Exercise aim:
Give back the listing underneath, unchanged and complete.
== Material supplied
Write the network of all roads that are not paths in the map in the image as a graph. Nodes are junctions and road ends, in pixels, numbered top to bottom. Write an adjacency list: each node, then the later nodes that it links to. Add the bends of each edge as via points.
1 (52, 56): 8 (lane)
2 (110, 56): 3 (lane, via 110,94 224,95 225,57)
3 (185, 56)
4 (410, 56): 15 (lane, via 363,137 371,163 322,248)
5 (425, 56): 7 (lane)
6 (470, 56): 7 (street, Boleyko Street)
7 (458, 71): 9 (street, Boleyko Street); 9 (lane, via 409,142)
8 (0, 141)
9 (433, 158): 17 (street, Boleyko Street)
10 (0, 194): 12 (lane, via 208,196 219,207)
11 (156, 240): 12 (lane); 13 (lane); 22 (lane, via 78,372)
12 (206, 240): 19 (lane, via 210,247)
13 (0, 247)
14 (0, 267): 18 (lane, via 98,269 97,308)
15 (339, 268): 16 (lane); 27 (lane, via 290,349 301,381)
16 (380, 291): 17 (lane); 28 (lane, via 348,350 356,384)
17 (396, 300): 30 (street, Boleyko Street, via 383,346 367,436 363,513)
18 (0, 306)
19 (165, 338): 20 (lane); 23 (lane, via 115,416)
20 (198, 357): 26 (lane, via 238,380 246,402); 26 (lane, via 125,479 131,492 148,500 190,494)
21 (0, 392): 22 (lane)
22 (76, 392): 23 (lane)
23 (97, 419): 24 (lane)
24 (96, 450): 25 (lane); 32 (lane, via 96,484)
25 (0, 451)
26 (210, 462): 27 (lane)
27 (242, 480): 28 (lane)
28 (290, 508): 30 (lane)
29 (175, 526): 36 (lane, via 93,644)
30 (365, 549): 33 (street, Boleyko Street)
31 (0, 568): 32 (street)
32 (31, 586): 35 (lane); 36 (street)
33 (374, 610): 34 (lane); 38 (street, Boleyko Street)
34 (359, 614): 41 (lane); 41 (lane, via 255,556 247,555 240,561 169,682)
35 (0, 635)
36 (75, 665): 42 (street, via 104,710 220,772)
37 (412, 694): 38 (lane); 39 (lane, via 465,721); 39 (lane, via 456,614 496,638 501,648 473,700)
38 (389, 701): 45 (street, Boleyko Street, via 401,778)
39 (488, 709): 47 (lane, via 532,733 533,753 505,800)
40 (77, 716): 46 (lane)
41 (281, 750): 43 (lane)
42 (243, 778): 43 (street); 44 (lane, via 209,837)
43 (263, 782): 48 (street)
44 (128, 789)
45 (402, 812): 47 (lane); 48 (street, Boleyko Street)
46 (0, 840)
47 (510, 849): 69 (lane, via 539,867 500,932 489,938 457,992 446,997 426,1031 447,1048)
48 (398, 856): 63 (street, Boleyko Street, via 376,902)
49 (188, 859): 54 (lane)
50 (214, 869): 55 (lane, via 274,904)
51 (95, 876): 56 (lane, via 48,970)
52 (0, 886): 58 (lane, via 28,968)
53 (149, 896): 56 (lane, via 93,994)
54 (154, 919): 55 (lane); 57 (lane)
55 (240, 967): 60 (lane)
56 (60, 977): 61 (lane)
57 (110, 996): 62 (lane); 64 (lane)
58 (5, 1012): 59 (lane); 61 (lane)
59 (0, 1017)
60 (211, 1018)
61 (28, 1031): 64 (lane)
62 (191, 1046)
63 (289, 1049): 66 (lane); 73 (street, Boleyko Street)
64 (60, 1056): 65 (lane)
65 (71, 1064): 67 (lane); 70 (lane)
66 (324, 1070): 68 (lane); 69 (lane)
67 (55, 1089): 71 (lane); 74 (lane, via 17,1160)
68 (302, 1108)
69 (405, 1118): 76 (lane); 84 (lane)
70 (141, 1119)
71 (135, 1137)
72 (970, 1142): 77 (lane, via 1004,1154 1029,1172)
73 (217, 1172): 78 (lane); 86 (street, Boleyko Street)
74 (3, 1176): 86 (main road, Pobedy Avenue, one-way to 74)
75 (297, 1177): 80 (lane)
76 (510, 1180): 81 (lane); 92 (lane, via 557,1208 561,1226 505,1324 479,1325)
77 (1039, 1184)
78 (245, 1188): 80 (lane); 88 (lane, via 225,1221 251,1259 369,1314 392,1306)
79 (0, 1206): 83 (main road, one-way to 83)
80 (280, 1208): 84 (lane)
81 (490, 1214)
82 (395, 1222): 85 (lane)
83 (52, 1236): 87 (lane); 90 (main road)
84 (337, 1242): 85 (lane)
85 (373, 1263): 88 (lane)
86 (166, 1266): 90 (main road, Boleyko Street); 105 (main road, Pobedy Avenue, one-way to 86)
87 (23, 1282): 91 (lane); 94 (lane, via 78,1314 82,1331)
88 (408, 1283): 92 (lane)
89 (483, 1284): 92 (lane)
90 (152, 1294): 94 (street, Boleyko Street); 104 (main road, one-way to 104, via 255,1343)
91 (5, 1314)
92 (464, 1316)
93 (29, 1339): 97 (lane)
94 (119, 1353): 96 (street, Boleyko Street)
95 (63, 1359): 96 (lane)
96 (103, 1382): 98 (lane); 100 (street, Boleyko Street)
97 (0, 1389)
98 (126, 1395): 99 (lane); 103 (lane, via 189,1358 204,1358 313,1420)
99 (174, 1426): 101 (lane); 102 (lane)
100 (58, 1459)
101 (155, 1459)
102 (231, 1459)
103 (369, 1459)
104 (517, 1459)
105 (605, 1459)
====
Exercise output:
Write the network of all roads that are not paths in the map in the image as a graph. Nodes are junctions and road ends, in pixels, numbered top to bottom. Write an adjacency list: each node, then the later nodes that it links to. Add the bends of each edge as via points.
1 (52, 56): 8 (lane)
2 (110, 56): 3 (lane, via 110,94 224,95 225,57)
3 (185, 56)
4 (410, 56): 15 (lane, via 363,137 371,163 322,248)
5 (425, 56): 7 (lane)
6 (470, 56): 7 (street, Boleyko Street)
7 (458, 71): 9 (street, Boleyko Street); 9 (lane, via 409,142)
8 (0, 141)
9 (433, 158): 17 (street, Boleyko Street)
10 (0, 194): 12 (lane, via 208,196 219,207)
11 (156, 240): 12 (lane); 13 (lane); 22 (lane, via 78,372)
12 (206, 240): 19 (lane, via 210,247)
13 (0, 247)
14 (0, 267): 18 (lane, via 98,269 97,308)
15 (339, 268): 16 (lane); 27 (lane, via 290,349 301,381)
16 (380, 291): 17 (lane); 28 (lane, via 348,350 356,384)
17 (396, 300): 30 (street, Boleyko Street, via 383,346 367,436 363,513)
18 (0, 306)
19 (165, 338): 20 (lane); 23 (lane, via 115,416)
20 (198, 357): 26 (lane, via 238,380 246,402); 26 (lane, via 125,479 131,492 148,500 190,494)
21 (0, 392): 22 (lane)
22 (76, 392): 23 (lane)
23 (97, 419): 24 (lane)
24 (96, 450): 25 (lane); 32 (lane, via 96,484)
25 (0, 451)
26 (210, 462): 27 (lane)
27 (242, 480): 28 (lane)
28 (290, 508): 30 (lane)
29 (175, 526): 36 (lane, via 93,644)
30 (365, 549): 33 (street, Boleyko Street)
31 (0, 568): 32 (street)
32 (31, 586): 35 (lane); 36 (street)
33 (374, 610): 34 (lane); 38 (street, Boleyko Street)
34 (359, 614): 41 (lane); 41 (lane, via 255,556 247,555 240,561 169,682)
35 (0, 635)
36 (75, 665): 42 (street, via 104,710 220,772)
37 (412, 694): 38 (lane); 39 (lane, via 465,721); 39 (lane, via 456,614 496,638 501,648 473,700)
38 (389, 701): 45 (street, Boleyko Street, via 401,778)
39 (488, 709): 47 (lane, via 532,733 533,753 505,800)
40 (77, 716): 46 (lane)
41 (281, 750): 43 (lane)
42 (243, 778): 43 (street); 44 (lane, via 209,837)
43 (263, 782): 48 (street)
44 (128, 789)
45 (402, 812): 47 (lane); 48 (street, Boleyko Street)
46 (0, 840)
47 (510, 849): 69 (lane, via 539,867 500,932 489,938 457,992 446,997 426,1031 447,1048)
48 (398, 856): 63 (street, Boleyko Street, via 376,902)
49 (188, 859): 54 (lane)
50 (214, 869): 55 (lane, via 274,904)
51 (95, 876): 56 (lane, via 48,970)
52 (0, 886): 58 (lane, via 28,968)
53 (149, 896): 56 (lane, via 93,994)
54 (154, 919): 55 (lane); 57 (lane)
55 (240, 967): 60 (lane)
56 (60, 977): 61 (lane)
57 (110, 996): 62 (lane); 64 (lane)
58 (5, 1012): 59 (lane); 61 (lane)
59 (0, 1017)
60 (211, 1018)
61 (28, 1031): 64 (lane)
62 (191, 1046)
63 (289, 1049): 66 (lane); 73 (street, Boleyko Street)
64 (60, 1056): 65 (lane)
65 (71, 1064): 67 (lane); 70 (lane)
66 (324, 1070): 68 (lane); 69 (lane)
67 (55, 1089): 71 (lane); 74 (lane, via 17,1160)
68 (302, 1108)
69 (405, 1118): 76 (lane); 84 (lane)
70 (141, 1119)
71 (135, 1137)
72 (970, 1142): 77 (lane, via 1004,1154 1029,1172)
73 (217, 1172): 78 (lane); 86 (street, Boleyko Street)
74 (3, 1176): 86 (main road, Pobedy Avenue, one-way to 74)
75 (297, 1177): 80 (lane)
76 (510, 1180): 81 (lane); 92 (lane, via 557,1208 561,1226 505,1324 479,1325)
77 (1039, 1184)
78 (245, 1188): 80 (lane); 88 (lane, via 225,1221 251,1259 369,1314 392,1306)
79 (0, 1206): 83 (main road, one-way to 83)
80 (280, 1208): 84 (lane)
81 (490, 1214)
82 (395, 1222): 85 (lane)
83 (52, 1236): 87 (lane); 90 (main road)
84 (337, 1242): 85 (lane)
85 (373, 1263): 88 (lane)
86 (166, 1266): 90 (main road, Boleyko Street); 105 (main road, Pobedy Avenue, one-way to 86)
87 (23, 1282): 91 (lane); 94 (lane, via 78,1314 82,1331)
88 (408, 1283): 92 (lane)
89 (483, 1284): 92 (lane)
90 (152, 1294): 94 (street, Boleyko Street); 104 (main road, one-way to 104, via 255,1343)
91 (5, 1314)
92 (464, 1316)
93 (29, 1339): 97 (lane)
94 (119, 1353): 96 (street, Boleyko Street)
95 (63, 1359): 96 (lane)
96 (103, 1382): 98 (lane); 100 (street, Boleyko Street)
97 (0, 1389)
98 (126, 1395): 99 (lane); 103 (lane, via 189,1358 204,1358 313,1420)
99 (174, 1426): 101 (lane); 102 (lane)
100 (58, 1459)
101 (155, 1459)
102 (231, 1459)
103 (369, 1459)
104 (517, 1459)
105 (605, 1459)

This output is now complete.